3) Create three events that trigger when a user REQUESTS the first page of each process. In each event, place the unique pattern identifying each process in the AT:Current Search Method:Rsp attribute. You may use the pattern defined in the event, or you may want to use the Start Tag and End Tag. If the Start/End tag method is used, the string between the two tags will be moved to the session attribute. If you don’t use the Start/End tag method, the Pattern data will be moved to the session attribute. Use the Pattern if the pattern that triggers each event is unique. Start/End tags let you use one pattern that recognizes the kind of search started, but use different part of the same buffer to extract a shorter, uniquely identifying string for the session attribute

4) Create the event AT:S:G:CompleteV:B that recognizes the View of the final search request/result . Make this a building block event – it will fire regardless of the process taken.

5) Create three events AT:S:Q:CompleteV:SAEP:B, ,AT:S:GU:CompleteV:SAEP:B,AT:S:A:CompleteV:SAEP:B   using the “Session Attribute Per Page” event type, specifying the AT:Current Search Method:Rsp attribute.

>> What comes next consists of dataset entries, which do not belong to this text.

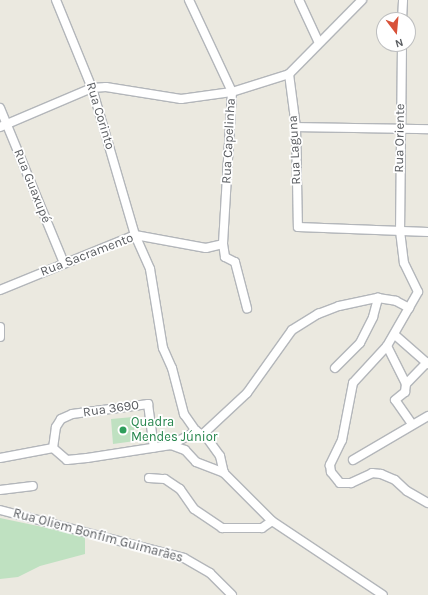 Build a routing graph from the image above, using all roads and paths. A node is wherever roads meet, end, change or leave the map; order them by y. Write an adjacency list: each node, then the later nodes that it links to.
1 (56, 0): 10 (street, Rua Corinto)
2 (189, 0): 11 (street, Rua Capelinha)
3 (299, 0): 7 (street)
4 (362, 0): 7 (street)
5 (403, 0): 6 (street)
6 (402, 12)
7 (319, 43): 9 (street)
8 (402, 52): 15 (street, Rua Oriente)
9 (289, 74): 11 (street); 14 (street, Rua Laguna)
10 (92, 88): 11 (street); 13 (street); 19 (street, Rua Corinto)
11 (232, 92): 20 (street, Rua Capelinha)
12 (0, 108): 13 (street, Rua Guaxupé)
13 (3, 126): 21 (street, Rua Guaxupé)
14 (296, 127): 15 (street); 17 (street, Rua Laguna)
15 (400, 128): 16 (street); 17 (street, Rua Oriente)
16 (428, 129)
17 (400, 231): 18 (street); 25 (street, Rua Oriente)
18 (428, 232)
19 (135, 235): 20 (street, Rua Sacramento); 21 (street, Rua Sacramento); 35 (street, Rua Corinto)
20 (223, 244): 24 (street)
21 (64, 263): 22 (street, Rua Sacramento)
22 (0, 290)
23 (378, 298): 25 (street); 31 (street); 35 (street)
24 (247, 308)
25 (409, 308): 27 (street)
26 (0, 327): 28 (street)
27 (395, 335): 29 (street); 30 (street)
28 (0, 338)
29 (388, 346): 32 (street); 45 (street)
30 (427, 363): 32 (street)
31 (335, 368)
32 (406, 384): 34 (street)
33 (428, 416): 34 (street)
34 (412, 424): 40 (street)
35 (199, 433): 36 (street); 41 (street, Rua Corinto)
36 (171, 445): 38 (street); 41 (street)
37 (53, 448): 38 (street); 38 (street, Rua 3690); 39 (street)
38 (154, 448)
39 (0, 458)
40 (353, 460)
41 (224, 473): 47 (street)
42 (149, 478): 47 (street)
43 (33, 486): 44 (street)
44 (0, 490)
45 (428, 502)
46 (0, 510): 48 (street, Rua Oliem Bonfim Guimarães)
47 (272, 521): 49 (street)
48 (232, 595)
49 (383, 595) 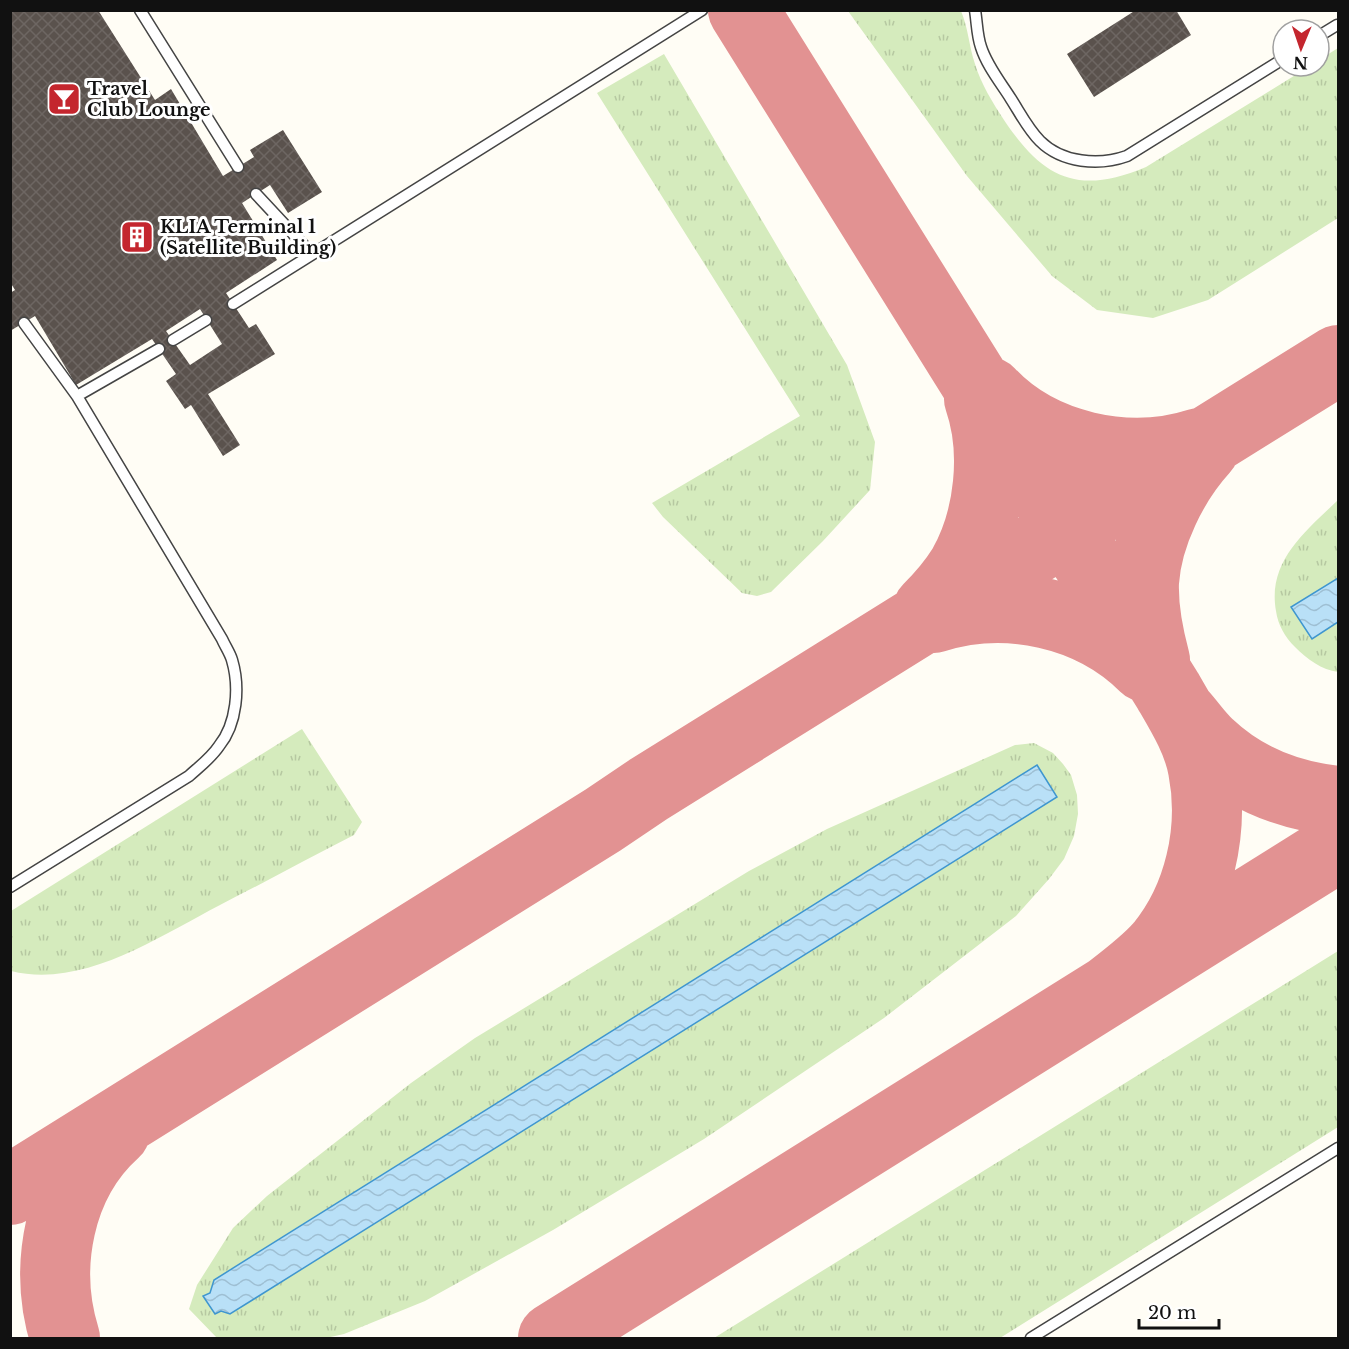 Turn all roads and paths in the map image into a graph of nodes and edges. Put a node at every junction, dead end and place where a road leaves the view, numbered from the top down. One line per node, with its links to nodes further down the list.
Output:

Each of the three events specify one of the three unique patterns. Therefore, only one (or none) of the three events will fire on every hit.

6) Create the three final events AT:S:Q:CompleteV:CP,AT:S:GU:CompleteV:CP,AT:S:A:CompleteV:CP. These are compound events that combine the search global event AT:S:G:CompleteV:B with each of the three events in AT:S:Q:CompleteV:SAEP:B, ,AT:S:GU:CompleteV:SAEP:B,AT:S:A:CompleteV:SAEP:B  

That’s it! You have the three events that clearly identify that the search results were delivered to the client, and which kind of Search process generated the final result view. Now that the “Current Search Process” events exist for each kind of search, you can use them anyplace in the search processes where there is ambiguity in the URL, URLField, or Response, to clearly identify what kind of search process is being used.